# Analysing Sandymount Credit Union's accounts



## Brendan Burgess (1 Dec 2013)

I just got the Annual Report from Sandymount Credit Union, which is a well run, conservative Credit Union. 

*The deposits are very safe *



Gross loans to members| €7.8m 
||

Provisions for bad debts|€0.7m
Total reserves|€4.6m
Less dividend due|(€0.2m) 
Total reserves and provisions| €5.1m
As a percentage of gross loans|65%In other words, it could write off 65% of its loans and still be solvent. 

Some of the gross loans to members of €7.8m is secured on members' shares, so the net loans to members is probably only around €6m.  

It has reduced the dividend to 0.75%. It could well afford to pay more and be at no risk. 

Its premises is in the books at €246k and it's a fine modern building worth at least that. 

*It is more a deposit taker than a lender *



 Members's shares and deposits| €20.4m |
Loans to members| €7.8m|38%It has €17m in bank deposits and government bonds.  It doesn't make much financial sense for me to deposit €50,000 in my Credit Union for them to go across the road and put it on deposit in AIB. 

It runs up management expenses of €438k a year to act as this deposit intermediary. 

*The cost of insurance and levies 
*

 Share and loan insurance|€97k
Death Benefit Insurance |€31k
SPS contribution| €14k
Credit Resolution Fund levy|€12k
Deposit protection fees|€2k
Total |€156kThe share and loan insurance is probably fair enough.

But they are paying a lot for deposit protection when they are never going to need it.


----------



## Brendan Burgess (1 Dec 2013)

I am wondering if they should review their strategy and just tell their members to withdraw €15m in shares. 

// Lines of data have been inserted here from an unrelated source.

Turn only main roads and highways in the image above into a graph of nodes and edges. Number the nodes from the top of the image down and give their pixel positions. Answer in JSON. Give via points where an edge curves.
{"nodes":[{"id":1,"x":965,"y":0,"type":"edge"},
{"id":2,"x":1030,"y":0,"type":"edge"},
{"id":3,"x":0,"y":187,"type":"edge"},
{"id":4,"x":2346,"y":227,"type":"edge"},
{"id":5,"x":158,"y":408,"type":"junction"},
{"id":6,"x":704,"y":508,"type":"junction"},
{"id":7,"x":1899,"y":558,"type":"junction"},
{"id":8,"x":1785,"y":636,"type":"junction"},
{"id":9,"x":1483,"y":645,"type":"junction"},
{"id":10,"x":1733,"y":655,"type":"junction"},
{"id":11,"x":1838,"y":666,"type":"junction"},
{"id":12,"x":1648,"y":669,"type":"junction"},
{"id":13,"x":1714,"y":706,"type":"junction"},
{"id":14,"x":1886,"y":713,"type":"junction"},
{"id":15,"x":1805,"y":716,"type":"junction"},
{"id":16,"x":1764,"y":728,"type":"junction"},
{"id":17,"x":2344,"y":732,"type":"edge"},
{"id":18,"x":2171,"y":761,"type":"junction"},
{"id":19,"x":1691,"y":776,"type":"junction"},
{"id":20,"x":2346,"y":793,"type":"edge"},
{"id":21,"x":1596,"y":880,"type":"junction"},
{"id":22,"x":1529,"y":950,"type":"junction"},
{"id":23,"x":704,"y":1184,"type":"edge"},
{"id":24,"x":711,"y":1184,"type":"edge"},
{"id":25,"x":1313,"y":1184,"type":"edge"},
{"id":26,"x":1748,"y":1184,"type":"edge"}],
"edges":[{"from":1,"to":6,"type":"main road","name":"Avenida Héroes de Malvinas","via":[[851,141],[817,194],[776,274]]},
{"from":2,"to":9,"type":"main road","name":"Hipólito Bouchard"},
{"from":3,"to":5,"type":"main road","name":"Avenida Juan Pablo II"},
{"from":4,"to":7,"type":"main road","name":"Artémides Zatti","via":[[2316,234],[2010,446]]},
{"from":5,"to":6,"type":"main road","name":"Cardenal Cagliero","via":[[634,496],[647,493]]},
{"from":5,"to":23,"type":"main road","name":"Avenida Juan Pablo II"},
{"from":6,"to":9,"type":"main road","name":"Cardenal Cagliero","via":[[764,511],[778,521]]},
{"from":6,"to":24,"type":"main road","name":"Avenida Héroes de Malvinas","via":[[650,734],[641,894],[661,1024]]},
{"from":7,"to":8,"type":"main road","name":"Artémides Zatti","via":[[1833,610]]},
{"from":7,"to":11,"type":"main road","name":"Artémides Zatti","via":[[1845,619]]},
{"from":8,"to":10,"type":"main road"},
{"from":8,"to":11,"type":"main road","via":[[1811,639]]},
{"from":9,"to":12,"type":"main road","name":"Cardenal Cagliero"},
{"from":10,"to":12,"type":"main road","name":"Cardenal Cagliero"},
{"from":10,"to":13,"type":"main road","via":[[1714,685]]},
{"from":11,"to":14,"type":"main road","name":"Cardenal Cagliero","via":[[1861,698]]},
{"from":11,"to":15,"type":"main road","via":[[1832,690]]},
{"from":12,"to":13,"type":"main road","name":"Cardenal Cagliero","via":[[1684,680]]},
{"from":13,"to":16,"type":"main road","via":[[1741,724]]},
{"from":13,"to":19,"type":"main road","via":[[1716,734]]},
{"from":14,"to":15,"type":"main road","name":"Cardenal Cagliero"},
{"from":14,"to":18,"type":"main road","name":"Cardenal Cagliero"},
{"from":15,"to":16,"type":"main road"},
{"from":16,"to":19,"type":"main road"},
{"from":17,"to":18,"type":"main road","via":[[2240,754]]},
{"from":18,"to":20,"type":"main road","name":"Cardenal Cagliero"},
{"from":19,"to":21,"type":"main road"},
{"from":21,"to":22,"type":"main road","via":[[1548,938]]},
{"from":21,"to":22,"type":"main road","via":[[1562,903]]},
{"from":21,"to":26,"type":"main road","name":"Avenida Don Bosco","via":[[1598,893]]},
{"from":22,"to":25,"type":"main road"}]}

The new balance sheet would be as follows: 



Deposits and investment| €2.3m
Net loans to members| €7.1m 
Other assets|0.7m
Total assets| €10.1m 
||
||
Members' shares|€5.5m 
Reserves |€4.6m 
Total |€10.1m 
I would go even further and tell the borrowers that we are setting their shares against their loans, so that the true net loans figure is shown.


----------



## Bronte (2 Dec 2013)

Brendan Burgess said:


> I
> It runs up management expenses of €438k a year to act as this deposit intermediary.
> 
> 
> But they are paying a lot for deposit protection when they are never going to need it.


 

Where are you getting the 435K management costs from. 

What is the deposit protection insurance and how does it work.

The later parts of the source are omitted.